▶ **Your instructions**: The required output is every record, written out exactly.

▶ **Exercise material**:
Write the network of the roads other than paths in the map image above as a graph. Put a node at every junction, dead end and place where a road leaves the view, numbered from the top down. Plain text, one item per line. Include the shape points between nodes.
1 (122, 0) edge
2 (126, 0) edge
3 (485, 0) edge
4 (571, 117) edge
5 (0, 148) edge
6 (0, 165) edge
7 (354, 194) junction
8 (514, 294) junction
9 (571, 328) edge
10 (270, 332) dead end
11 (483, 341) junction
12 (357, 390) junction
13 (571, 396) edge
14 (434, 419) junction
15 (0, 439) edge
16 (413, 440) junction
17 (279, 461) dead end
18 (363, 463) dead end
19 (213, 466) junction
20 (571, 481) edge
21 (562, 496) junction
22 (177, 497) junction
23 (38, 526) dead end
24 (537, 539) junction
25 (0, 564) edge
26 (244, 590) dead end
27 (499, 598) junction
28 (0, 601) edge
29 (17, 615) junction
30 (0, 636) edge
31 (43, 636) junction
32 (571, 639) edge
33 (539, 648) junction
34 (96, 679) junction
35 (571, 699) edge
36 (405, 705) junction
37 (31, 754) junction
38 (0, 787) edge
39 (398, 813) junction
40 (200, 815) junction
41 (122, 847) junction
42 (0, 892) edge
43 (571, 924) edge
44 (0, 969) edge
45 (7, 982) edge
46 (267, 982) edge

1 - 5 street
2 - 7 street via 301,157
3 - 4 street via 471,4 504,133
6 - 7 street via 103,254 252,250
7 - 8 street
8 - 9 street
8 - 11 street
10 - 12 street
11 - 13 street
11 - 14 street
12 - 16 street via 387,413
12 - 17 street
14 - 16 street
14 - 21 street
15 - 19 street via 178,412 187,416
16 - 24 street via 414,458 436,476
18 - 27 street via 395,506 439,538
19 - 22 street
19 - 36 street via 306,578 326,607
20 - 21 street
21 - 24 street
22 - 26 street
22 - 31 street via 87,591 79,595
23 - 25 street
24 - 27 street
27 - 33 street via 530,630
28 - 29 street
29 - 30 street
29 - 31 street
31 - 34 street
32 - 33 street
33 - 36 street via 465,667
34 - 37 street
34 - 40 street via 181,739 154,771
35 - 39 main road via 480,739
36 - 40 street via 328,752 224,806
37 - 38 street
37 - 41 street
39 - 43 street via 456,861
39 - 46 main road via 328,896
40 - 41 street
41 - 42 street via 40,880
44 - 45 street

▶ **Exercise solution**:
Write the network of the roads other than paths in the map image above as a graph. Put a node at every junction, dead end and place where a road leaves the view, numbered from the top down. Plain text, one item per line. Include the shape points between nodes.
1 (122, 0) edge
2 (126, 0) edge
3 (485, 0) edge
4 (571, 117) edge
5 (0, 148) edge
6 (0, 165) edge
7 (354, 194) junction
8 (514, 294) junction
9 (571, 328) edge
10 (270, 332) dead end
11 (483, 341) junction
12 (357, 390) junction
13 (571, 396) edge
14 (434, 419) junction
15 (0, 439) edge
16 (413, 440) junction
17 (279, 461) dead end
18 (363, 463) dead end
19 (213, 466) junction
20 (571, 481) edge
21 (562, 496) junction
22 (177, 497) junction
23 (38, 526) dead end
24 (537, 539) junction
25 (0, 564) edge
26 (244, 590) dead end
27 (499, 598) junction
28 (0, 601) edge
29 (17, 615) junction
30 (0, 636) edge
31 (43, 636) junction
32 (571, 639) edge
33 (539, 648) junction
34 (96, 679) junction
35 (571, 699) edge
36 (405, 705) junction
37 (31, 754) junction
38 (0, 787) edge
39 (398, 813) junction
40 (200, 815) junction
41 (122, 847) junction
42 (0, 892) edge
43 (571, 924) edge
44 (0, 969) edge
45 (7, 982) edge
46 (267, 982) edge

1 - 5 street
2 - 7 street via 301,157
3 - 4 street via 471,4 504,133
6 - 7 street via 103,254 252,250
7 - 8 street
8 - 9 street
8 - 11 street
10 - 12 street
11 - 13 street
11 - 14 street
12 - 16 street via 387,413
12 - 17 street
14 - 16 street
14 - 21 street
15 - 19 street via 178,412 187,416
16 - 24 street via 414,458 436,476
18 - 27 street via 395,506 439,538
19 - 22 street
19 - 36 street via 306,578 326,607
20 - 21 street
21 - 24 street
22 - 26 street
22 - 31 street via 87,591 79,595
23 - 25 street
24 - 27 street
27 - 33 street via 530,630
28 - 29 street
29 - 30 street
29 - 31 street
31 - 34 street
32 - 33 street
33 - 36 street via 465,667
34 - 37 street
34 - 40 street via 181,739 154,771
35 - 39 main road via 480,739
36 - 40 street via 328,752 224,806
37 - 38 street
37 - 41 street
39 - 43 street via 456,861
39 - 46 main road via 328,896
40 - 41 street
41 - 42 street via 40,880
44 - 45 street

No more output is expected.